=== Section Start ===
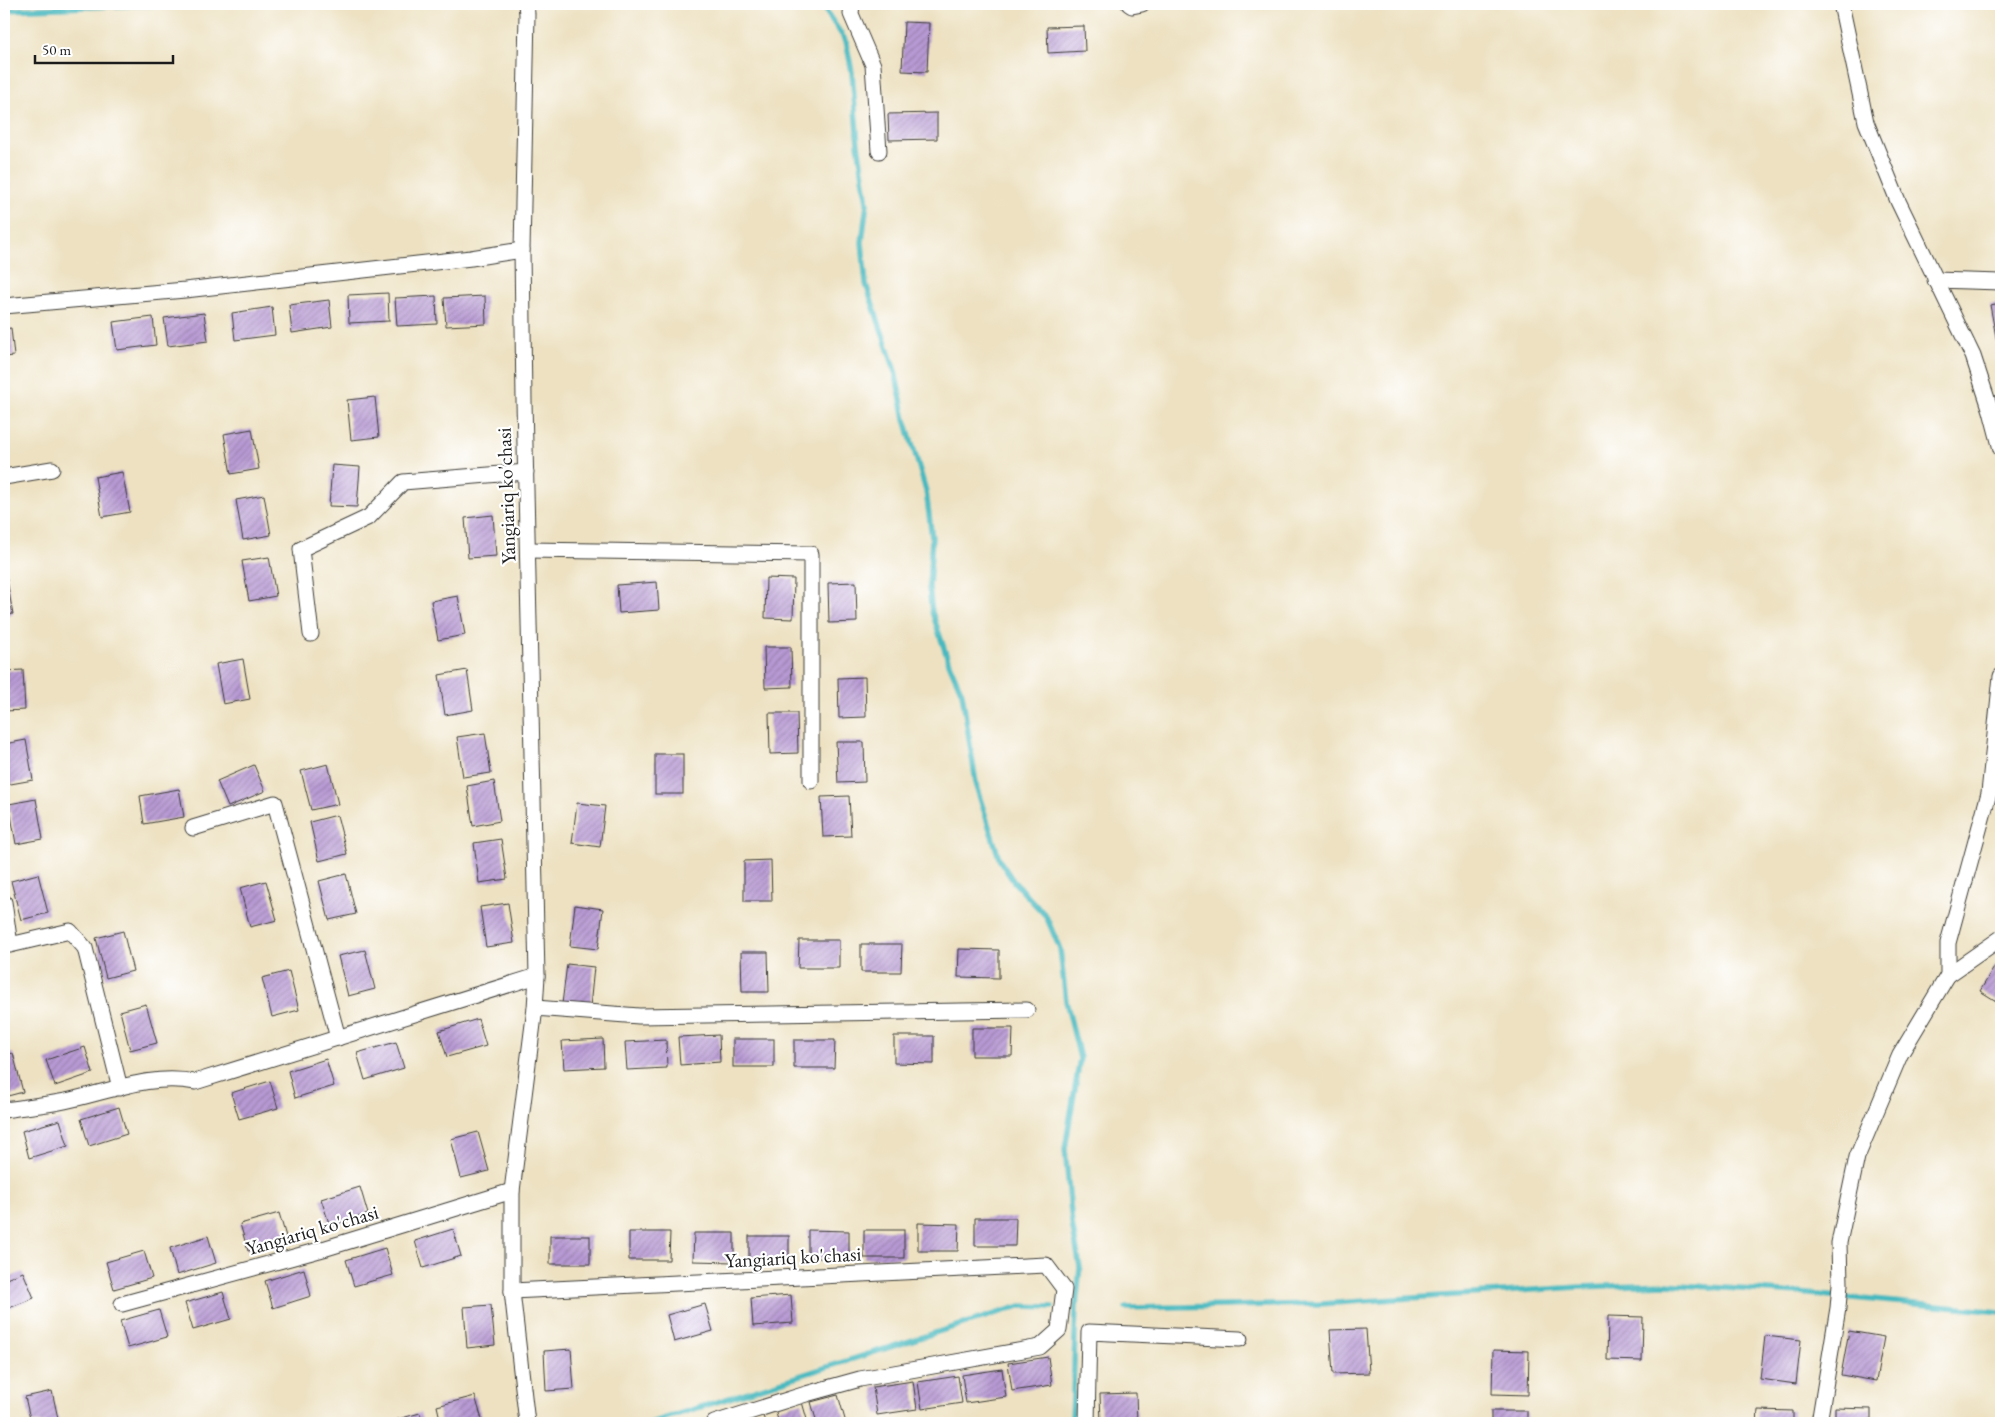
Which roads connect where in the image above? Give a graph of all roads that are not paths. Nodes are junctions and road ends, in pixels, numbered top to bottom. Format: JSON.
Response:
{"nodes":[{"id":1,"x":852,"y":4,"type":"edge"},
{"id":2,"x":1129,"y":4,"type":"edge"},
{"id":3,"x":1142,"y":4,"type":"edge"},
{"id":4,"x":1841,"y":4,"type":"edge"},
{"id":5,"x":526,"y":9,"type":"edge"},
{"id":6,"x":879,"y":150,"type":"dead end"},
{"id":7,"x":522,"y":250,"type":"junction"},
{"id":8,"x":1935,"y":280,"type":"junction"},
{"id":9,"x":2001,"y":282,"type":"edge"},
{"id":10,"x":4,"y":306,"type":"edge"},
{"id":11,"x":2001,"y":449,"type":"edge"},
{"id":12,"x":52,"y":469,"type":"dead end"},
{"id":13,"x":526,"y":472,"type":"junction"},
{"id":14,"x":4,"y":477,"type":"edge"},
{"id":15,"x":528,"y":550,"type":"junction"},
{"id":16,"x":311,"y":634,"type":"dead end"},
{"id":17,"x":2001,"y":676,"type":"edge"},
{"id":18,"x":811,"y":780,"type":"dead end"},
{"id":19,"x":192,"y":828,"type":"dead end"},
{"id":20,"x":4,"y":902,"type":"edge"},
{"id":21,"x":2001,"y":938,"type":"edge"},
{"id":22,"x":1948,"y":975,"type":"junction"},
{"id":23,"x":537,"y":976,"type":"junction"},
{"id":24,"x":535,"y":1008,"type":"junction"},
{"id":25,"x":1028,"y":1010,"type":"dead end"},
{"id":26,"x":338,"y":1038,"type":"junction"},
{"id":27,"x":120,"y":1088,"type":"junction"},
{"id":28,"x":4,"y":1110,"type":"edge"},
{"id":29,"x":512,"y":1191,"type":"junction"},
{"id":30,"x":512,"y":1291,"type":"junction"},
{"id":31,"x":122,"y":1304,"type":"dead end"},
{"id":32,"x":1240,"y":1339,"type":"dead end"},
{"id":33,"x":527,"y":1423,"type":"edge"},
{"id":34,"x":714,"y":1423,"type":"edge"},
{"id":35,"x":1087,"y":1423,"type":"edge"},
{"id":36,"x":1820,"y":1423,"type":"edge"}],
"edges":[{"from":1,"to":6,"type":"street"},
{"from":2,"to":3,"type":"street"},
{"from":4,"to":8,"type":"street"},
{"from":5,"to":7,"type":"street","name":"Yangiariq ko'chasi"},
{"from":7,"to":10,"type":"street"},
{"from":7,"to":13,"type":"street","name":"Yangiariq ko'chasi"},
{"from":8,"to":9,"type":"street"},
{"from":8,"to":11,"type":"street"},
{"from":12,"to":14,"type":"street"},
{"from":13,"to":15,"type":"street","name":"Yangiariq ko'chasi"},
{"from":13,"to":16,"type":"street"},
{"from":15,"to":18,"type":"street"},
{"from":15,"to":23,"type":"street","name":"Yangiariq ko'chasi"},
{"from":17,"to":22,"type":"street"},
{"from":19,"to":26,"type":"street"},
{"from":20,"to":27,"type":"street"},
{"from":21,"to":22,"type":"street"},
{"from":22,"to":36,"type":"street"},
{"from":23,"to":24,"type":"street","name":"Yangiariq ko'chasi"},
{"from":23,"to":26,"type":"street"},
{"from":24,"to":25,"type":"street"},
{"from":24,"to":29,"type":"street","name":"Yangiariq ko'chasi"},
{"from":26,"to":27,"type":"street"},
{"from":27,"to":28,"type":"street"},
{"from":29,"to":30,"type":"street","name":"Yangiariq ko'chasi"},
{"from":29,"to":31,"type":"street","name":"Yangiariq ko'chasi"},
{"from":30,"to":33,"type":"street","name":"Yangiariq ko'chasi"},
{"from":30,"to":34,"type":"street","name":"Yangiariq ko'chasi"},
{"from":32,"to":35,"type":"street"}]}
=== Section End ===
Work to complete → Show, from the listing above, every line holding the word "dead".

Exercise response →
{"id":6,"x":879,"y":150,"type":"dead end"},
{"id":12,"x":52,"y":469,"type":"dead end"},
{"id":16,"x":311,"y":634,"type":"dead end"},
{"id":18,"x":811,"y":780,"type":"dead end"},
{"id":19,"x":192,"y":828,"type":"dead end"},
{"id":25,"x":1028,"y":1010,"type":"dead end"},
{"id":31,"x":122,"y":1304,"type":"dead end"},
{"id":32,"x":1240,"y":1339,"type":"dead end"},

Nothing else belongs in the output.